What you have to do:
Scan the entries below for the word "Drive" and copy every line where it turns up.
*** Block opens ***
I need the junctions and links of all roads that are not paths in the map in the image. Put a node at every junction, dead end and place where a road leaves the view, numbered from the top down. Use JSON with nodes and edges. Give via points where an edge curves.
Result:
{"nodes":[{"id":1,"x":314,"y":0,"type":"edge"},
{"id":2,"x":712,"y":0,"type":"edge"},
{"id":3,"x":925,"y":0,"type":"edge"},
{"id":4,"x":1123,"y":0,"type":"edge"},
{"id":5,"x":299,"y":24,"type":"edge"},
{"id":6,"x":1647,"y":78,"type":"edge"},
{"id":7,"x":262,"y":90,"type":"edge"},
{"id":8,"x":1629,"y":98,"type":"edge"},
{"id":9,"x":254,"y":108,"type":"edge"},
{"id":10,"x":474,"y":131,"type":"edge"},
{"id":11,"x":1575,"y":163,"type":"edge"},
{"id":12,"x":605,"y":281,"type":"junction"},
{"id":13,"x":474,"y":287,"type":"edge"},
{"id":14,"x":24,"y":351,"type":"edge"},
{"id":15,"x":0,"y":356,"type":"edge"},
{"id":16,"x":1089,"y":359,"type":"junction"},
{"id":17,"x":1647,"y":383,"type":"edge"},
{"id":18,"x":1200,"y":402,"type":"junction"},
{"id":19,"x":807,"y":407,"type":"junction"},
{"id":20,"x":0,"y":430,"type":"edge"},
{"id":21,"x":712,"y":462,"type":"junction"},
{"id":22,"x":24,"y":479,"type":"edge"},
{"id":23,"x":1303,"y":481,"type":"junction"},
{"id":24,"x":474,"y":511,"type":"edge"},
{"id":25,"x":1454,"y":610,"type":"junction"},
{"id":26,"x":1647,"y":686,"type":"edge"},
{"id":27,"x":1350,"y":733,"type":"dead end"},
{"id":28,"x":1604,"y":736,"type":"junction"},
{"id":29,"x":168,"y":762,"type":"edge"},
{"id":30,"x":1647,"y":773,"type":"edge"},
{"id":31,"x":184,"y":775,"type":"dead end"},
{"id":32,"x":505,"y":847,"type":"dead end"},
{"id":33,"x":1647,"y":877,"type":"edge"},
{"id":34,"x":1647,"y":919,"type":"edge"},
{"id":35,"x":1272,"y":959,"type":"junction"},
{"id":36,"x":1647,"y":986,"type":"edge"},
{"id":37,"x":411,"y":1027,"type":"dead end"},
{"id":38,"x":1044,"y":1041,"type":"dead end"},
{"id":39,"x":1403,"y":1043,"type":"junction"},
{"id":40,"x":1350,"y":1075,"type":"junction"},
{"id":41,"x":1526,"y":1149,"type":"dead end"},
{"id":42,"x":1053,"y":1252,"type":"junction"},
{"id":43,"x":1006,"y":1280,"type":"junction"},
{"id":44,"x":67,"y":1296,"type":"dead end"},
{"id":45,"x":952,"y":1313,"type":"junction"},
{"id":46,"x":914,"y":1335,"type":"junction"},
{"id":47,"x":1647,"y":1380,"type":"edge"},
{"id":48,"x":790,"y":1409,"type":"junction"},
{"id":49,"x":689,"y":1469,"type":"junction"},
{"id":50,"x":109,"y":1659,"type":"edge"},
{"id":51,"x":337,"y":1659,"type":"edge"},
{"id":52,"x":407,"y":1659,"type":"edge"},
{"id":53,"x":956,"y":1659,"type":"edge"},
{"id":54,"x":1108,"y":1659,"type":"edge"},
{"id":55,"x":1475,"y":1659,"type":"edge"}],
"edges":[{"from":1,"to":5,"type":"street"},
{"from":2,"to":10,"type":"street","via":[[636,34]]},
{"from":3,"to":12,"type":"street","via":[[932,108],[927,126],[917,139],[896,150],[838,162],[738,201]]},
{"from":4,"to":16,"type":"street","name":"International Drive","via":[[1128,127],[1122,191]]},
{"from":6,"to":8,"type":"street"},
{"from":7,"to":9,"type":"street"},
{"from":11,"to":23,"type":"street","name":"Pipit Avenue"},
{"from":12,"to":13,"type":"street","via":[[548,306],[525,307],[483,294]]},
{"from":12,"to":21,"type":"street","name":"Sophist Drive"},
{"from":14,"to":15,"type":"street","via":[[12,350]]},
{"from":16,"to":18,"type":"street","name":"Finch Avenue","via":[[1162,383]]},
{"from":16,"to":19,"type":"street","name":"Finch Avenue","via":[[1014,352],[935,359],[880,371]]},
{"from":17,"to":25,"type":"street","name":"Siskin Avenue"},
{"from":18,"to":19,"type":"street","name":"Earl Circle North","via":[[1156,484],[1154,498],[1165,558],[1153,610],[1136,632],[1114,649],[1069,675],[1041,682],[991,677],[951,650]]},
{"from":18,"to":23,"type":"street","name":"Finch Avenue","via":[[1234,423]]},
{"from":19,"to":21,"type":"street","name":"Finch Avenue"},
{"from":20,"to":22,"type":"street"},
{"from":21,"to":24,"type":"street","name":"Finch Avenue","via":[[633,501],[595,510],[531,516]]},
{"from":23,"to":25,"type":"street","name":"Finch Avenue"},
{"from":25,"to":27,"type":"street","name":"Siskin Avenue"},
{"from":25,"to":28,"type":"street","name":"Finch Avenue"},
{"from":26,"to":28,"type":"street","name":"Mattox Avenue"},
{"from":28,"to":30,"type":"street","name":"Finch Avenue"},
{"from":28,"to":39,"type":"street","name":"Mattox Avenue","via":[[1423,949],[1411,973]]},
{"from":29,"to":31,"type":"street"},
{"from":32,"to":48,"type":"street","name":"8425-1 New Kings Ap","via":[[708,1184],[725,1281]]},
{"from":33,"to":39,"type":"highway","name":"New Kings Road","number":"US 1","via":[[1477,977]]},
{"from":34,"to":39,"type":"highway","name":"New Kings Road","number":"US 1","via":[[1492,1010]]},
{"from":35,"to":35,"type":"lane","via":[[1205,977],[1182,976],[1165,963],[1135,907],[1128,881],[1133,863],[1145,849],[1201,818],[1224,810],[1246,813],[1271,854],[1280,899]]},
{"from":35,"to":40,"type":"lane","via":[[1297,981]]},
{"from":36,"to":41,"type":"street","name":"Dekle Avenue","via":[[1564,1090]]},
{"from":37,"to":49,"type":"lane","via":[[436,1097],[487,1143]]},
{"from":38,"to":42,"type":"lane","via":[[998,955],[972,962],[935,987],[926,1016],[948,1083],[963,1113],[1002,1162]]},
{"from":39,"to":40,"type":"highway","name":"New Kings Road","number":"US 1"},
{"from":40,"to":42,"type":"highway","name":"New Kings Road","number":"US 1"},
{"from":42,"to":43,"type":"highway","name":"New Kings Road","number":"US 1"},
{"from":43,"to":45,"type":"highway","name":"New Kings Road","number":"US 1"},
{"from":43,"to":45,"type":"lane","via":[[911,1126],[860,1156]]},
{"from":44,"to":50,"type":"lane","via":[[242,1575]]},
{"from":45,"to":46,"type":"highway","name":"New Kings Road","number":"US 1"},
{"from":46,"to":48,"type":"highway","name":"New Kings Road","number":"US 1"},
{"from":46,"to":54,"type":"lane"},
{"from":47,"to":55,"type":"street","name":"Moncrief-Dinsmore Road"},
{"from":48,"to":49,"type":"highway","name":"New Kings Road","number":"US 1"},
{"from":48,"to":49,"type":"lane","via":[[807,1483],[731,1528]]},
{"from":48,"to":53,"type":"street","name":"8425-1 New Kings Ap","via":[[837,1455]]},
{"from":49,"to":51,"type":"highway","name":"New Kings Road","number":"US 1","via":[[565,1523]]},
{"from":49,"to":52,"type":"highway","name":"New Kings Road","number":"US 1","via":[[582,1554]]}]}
*** Block closes ***
Expected output:
{"from":4,"to":16,"type":"street","name":"International Drive","via":[[1128,127],[1122,191]]},
{"from":12,"to":21,"type":"street","name":"Sophist Drive"},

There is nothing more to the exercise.